Two days after 11,500 film and television writers represented by the Writers Guild of America (WGA) began picketing the media conglomerates that control the major studios and production companies, an exhibition tracing the evolution of the anti-Communist blacklist of Hollywood writers, directors and actors opened at the Skirball Cultural Center in Los Angeles.
There is a profound connection between the two events, both of which arose from the irrepressible conflict between the fundamental interests of writers and other creators of content, on the one hand, and the greed of the financial apparatus to which they are compelled to sell their efforts under capitalism, on the other.
On loan from the Jewish Museum Milwaukee, Blacklist: The Hollywood Red Scare focuses on 1947, the year that eight writers, one producer and a director were hauled before the House Committee on Unamerican Activities (HUAC), harangued and then blacklisted for refusing to name alleged Communists. It also treats the consequences, through the eventual unraveling of the blacklist, epitomized by Dalton Trumbo’s public identification as the writer of the 1960 blockbuster Spartacus.
The history of ten creative artists being stripped of their livelihoods and then imprisoned for standing up to bullying, bigoted politicians and their sniveling Hollywood accomplices, as well as the victimization of hundreds of others, is laid out chronologically through artifacts, placards, photographs and multiple film clips.
Setting the mood for what follows, the opening display shows 18 front pages of the witch-hunting Hollywood Reporter, blaring headlines such as “Many Reds Named to Committee,” “Full Industry Aid In Red Probe,” “Film Industry to Ban All Reds,” and, referring to the Screen Writers Guild, one of the WGA’s predecessors, “SWG Elects Anti-Red Officers.”
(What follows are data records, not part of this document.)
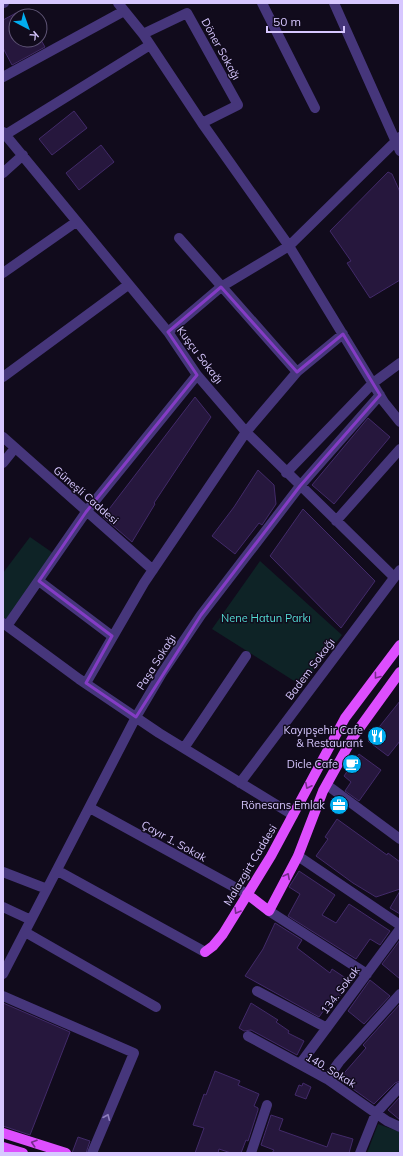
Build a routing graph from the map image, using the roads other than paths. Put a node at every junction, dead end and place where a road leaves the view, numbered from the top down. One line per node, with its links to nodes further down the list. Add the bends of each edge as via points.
1 (262, 3): 7 (street)
2 (334, 3): 10 (street)
3 (121, 7): 4 (street); 6 (street)
4 (143, 34): 5 (street); 8 (street, Döner Sokağı, via 187,13 238,105)
5 (150, 45): 8 (street); 9 (street)
6 (3, 77)
7 (315, 108)
8 (202, 123): 16 (street)
9 (4, 134): 12 (street, Kuşçu Sokağı)
10 (398, 138): 11 (street); 16 (street)
11 (400, 151)
12 (22, 155): 13 (street); 14 (street, Kuşçu Sokağı)
13 (3, 173)
14 (76, 222): 17 (street); 18 (street, Kuşçu Sokağı)
15 (179, 238): 19 (street)
16 (289, 246): 19 (street); 21 (street)
17 (3, 273)
18 (128, 284): 20 (street, Kuşçu Sokağı); 25 (street)
19 (221, 287): 20 (street); 23 (street)
20 (168, 332): 24 (street, Kuşçu Sokağı)
21 (342, 334): 23 (street); 26 (street)
22 (400, 363): 26 (street)
23 (297, 372): 29 (street)
24 (197, 375): 29 (street, Kuşçu Sokağı); 36 (street)
25 (3, 377)
26 (372, 383): 27 (street); 34 (street)
27 (380, 395): 28 (street); 35 (street, Paşa Sokağı)
28 (400, 422)
29 (246, 432): 34 (street, Kuşçu Sokağı); 38 (street)
30 (3, 437): 31 (street, Güneşli Caddesi)
31 (15, 448): 33 (street); 36 (street, Güneşli Caddesi)
32 (400, 449): 37 (street)
33 (3, 463)
34 (286, 472): 35 (street, Kuşçu Sokağı)
35 (300, 486): 37 (street, Kuşçu Sokağı); 47 (street, Paşa Sokağı, via 201,614)
36 (86, 512): 38 (street, Güneşli Caddesi); 40 (street)
37 (336, 521): 39 (street, Kuşçu Sokağı)
38 (153, 570): 42 (street)
39 (397, 574): 49 (street, Badem Sokağı)
40 (39, 581): 41 (street); 42 (street)
41 (5, 625): 46 (street)
42 (112, 636): 46 (street)
43 (400, 645): 52 (main road, Malazgirt Caddesi, one-way to 52, via 346,718)
44 (246, 656): 48 (street)
45 (400, 672): 50 (main road, via 353,737)
46 (86, 683): 47 (street)
47 (136, 717): 48 (street); 51 (street, Paşa Sokağı)
48 (184, 748): 49 (street)
49 (240, 783): 52 (street)
50 (327, 785): 53 (street); 54 (main road)
51 (90, 808): 55 (street, Paşa Sokağı); 58 (street, Çayır 1. Sokak)
52 (293, 815): 58 (main road, Malazgirt Caddesi)
53 (400, 839)
54 (298, 856): 60 (main road, one-way to 54); 62 (street)
55 (58, 871): 57 (street, Paşa Sokağı); 65 (street)
56 (3, 872): 57 (street)
57 (47, 889): 61 (street, Paşa Sokağı)
58 (247, 894): 60 (main road); 65 (main road, Malazgirt Caddesi, one-way to 65, via 223,934)
59 (3, 907): 61 (street)
60 (269, 911): 67 (street)
61 (31, 920): 64 (street, Paşa Sokağı)
62 (400, 924)
63 (400, 929): 67 (street, 134. Sokak)
64 (25, 932): 66 (street, Paşa Sokağı); 71 (street)
65 (204, 952)
66 (3, 973)
67 (367, 974): 72 (street, 134. Sokak)
68 (257, 991): 72 (street)
69 (400, 994): 75 (street)
70 (3, 996): 84 (street, one-way to 70, via 134,1053)
71 (156, 1007)
72 (327, 1028): 74 (street, 134. Sokak)
73 (248, 1036): 74 (street, 140. Sokak)
74 (300, 1064): 75 (street, 140. Sokak)
75 (327, 1079): 78 (street, 140. Sokak)
76 (400, 1087): 78 (street)
77 (267, 1105): 85 (street)
78 (376, 1112): 79 (street, 140. Sokak); 86 (street)
79 (400, 1127)
80 (3, 1133): 83 (main road, one-way to 80)
81 (3, 1147): 82 (main road)
82 (23, 1153)
83 (66, 1153)
84 (92, 1153)
85 (250, 1153)
86 (360, 1153)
Background exhibits explain how HUAC, despite being initially formed to monitor the growing fascist influence in the United States after Hitler took power in Germany, in 1938 turned its focus on socialists fighting for the working class, including in the entertainment industries.
That was a period during which, despite the crimes of Stalinism, the brutal purges and frame-up Moscow trials of the Bolshevik leadership of the October Revolution, many writers, actors and directors, radicalized by the Great Depression, were drawn to the Communist Party, which portrayed itself as heir to the 1917 Revolution, fighters for the working class and opponents of the pervasive racial segregation and oppression embraced openly by the Democratic Party.
With the United States’ entry into World War II and its alliance with the Soviet Union, however, the government’s and Communist Party’s interests coincided in the war against Hitler, epitomized at the exhibition by the display of the original screenplay and poster for 1943’s Mission To Moscow, written by Howard Koch, a deplorable film directed by Michael Curtiz that painted Joseph Stalin and his bureaucracy in a benign light, and explicitly justified the Moscow Trials.
The upsurge in the class struggle that followed the end of the world war led to a realignment of political forces, including a sharp turn by US imperialism against the Soviet Union abroad and the Communist Party at home.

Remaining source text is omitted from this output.